To be fair, Roth seems to put a lot of himself in there too. Giving his first ever interview for television here, he described the fictional character Zuckerman. 'He happens to have been born in the year I was born, he happens to have been born in the same place.' More than that, Zuckerman was a writer too, and (extraordinary coincidence, this) one who had also, in his time, upset portions of the Jewish community. Roth's writing, we had already been told, once prompted a Rabbi to enquire, 'What is being done to silence this man?' You didn't have to be F R Leavis to spot some fairly broad similarities here. It was hard to know how less disguised Roth could have been with Zuckerman, short of calling him Philip Roth and sticking his photograph at the top of every page.

Arena rooted away at this 'actual or fictional?' dilemma to the exclusion of nearly everything else about Roth.
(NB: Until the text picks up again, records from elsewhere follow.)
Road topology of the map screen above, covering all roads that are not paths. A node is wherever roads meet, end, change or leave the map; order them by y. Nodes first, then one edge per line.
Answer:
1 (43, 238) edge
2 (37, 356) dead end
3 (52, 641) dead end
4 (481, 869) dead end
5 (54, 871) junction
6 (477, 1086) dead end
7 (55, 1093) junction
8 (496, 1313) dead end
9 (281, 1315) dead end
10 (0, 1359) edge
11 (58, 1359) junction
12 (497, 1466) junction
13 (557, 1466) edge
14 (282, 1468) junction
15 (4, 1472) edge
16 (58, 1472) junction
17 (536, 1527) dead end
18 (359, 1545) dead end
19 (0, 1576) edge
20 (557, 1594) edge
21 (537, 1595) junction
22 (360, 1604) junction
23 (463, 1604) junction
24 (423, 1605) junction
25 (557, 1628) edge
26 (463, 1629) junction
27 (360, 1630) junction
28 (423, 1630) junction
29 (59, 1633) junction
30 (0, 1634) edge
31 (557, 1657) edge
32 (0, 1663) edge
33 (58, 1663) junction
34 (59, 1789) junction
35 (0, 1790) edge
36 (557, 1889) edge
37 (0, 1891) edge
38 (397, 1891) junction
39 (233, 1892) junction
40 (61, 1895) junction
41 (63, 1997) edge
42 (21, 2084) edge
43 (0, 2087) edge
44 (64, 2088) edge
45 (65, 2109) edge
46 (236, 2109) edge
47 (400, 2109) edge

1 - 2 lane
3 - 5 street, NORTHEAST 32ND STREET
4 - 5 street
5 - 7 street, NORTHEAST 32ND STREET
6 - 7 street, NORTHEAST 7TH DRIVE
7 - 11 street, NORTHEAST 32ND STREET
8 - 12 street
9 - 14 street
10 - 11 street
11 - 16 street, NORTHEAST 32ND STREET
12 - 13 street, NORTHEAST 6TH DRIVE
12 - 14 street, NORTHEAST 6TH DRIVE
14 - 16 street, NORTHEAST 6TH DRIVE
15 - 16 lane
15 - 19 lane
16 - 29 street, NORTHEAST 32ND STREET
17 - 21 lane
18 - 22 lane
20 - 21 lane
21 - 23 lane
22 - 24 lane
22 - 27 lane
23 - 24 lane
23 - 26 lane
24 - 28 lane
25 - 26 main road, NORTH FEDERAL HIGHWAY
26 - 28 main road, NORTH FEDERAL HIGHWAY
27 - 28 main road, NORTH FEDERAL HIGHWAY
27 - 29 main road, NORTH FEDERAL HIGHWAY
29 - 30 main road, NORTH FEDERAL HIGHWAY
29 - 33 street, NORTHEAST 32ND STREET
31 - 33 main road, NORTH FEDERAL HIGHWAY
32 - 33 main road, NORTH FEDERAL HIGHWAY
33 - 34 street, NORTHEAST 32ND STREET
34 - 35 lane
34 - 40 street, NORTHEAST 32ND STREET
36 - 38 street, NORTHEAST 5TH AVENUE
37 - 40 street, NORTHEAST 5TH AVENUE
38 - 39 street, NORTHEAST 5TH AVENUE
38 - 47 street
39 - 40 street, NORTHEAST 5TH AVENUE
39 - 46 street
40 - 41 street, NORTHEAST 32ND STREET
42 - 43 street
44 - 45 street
This might not have been the most fruitful line to take. It certainly doesn't alter very much about the books to know, for example, that when Roth described an affair in Goodbye, Columbus, he was actually referring to the bloke over the road and a woman two houses up. Obviously, though, if you happen to live in the street, then the novel has an altogether different force for you. Roth stood in the road and gestured to the houses - tactfully kept out of the picture. Community Terrorised By Stray Author was the basic shape of the story here. But these tremors are a little tricky to pick up at a distance of several thousand miles.

Meanwhile, speakers on the merits of the books were largely unheard, with the exception of the publisher Aaron Asher, who admired Roth for his stand on masturbation. You've got to hand it to him for that.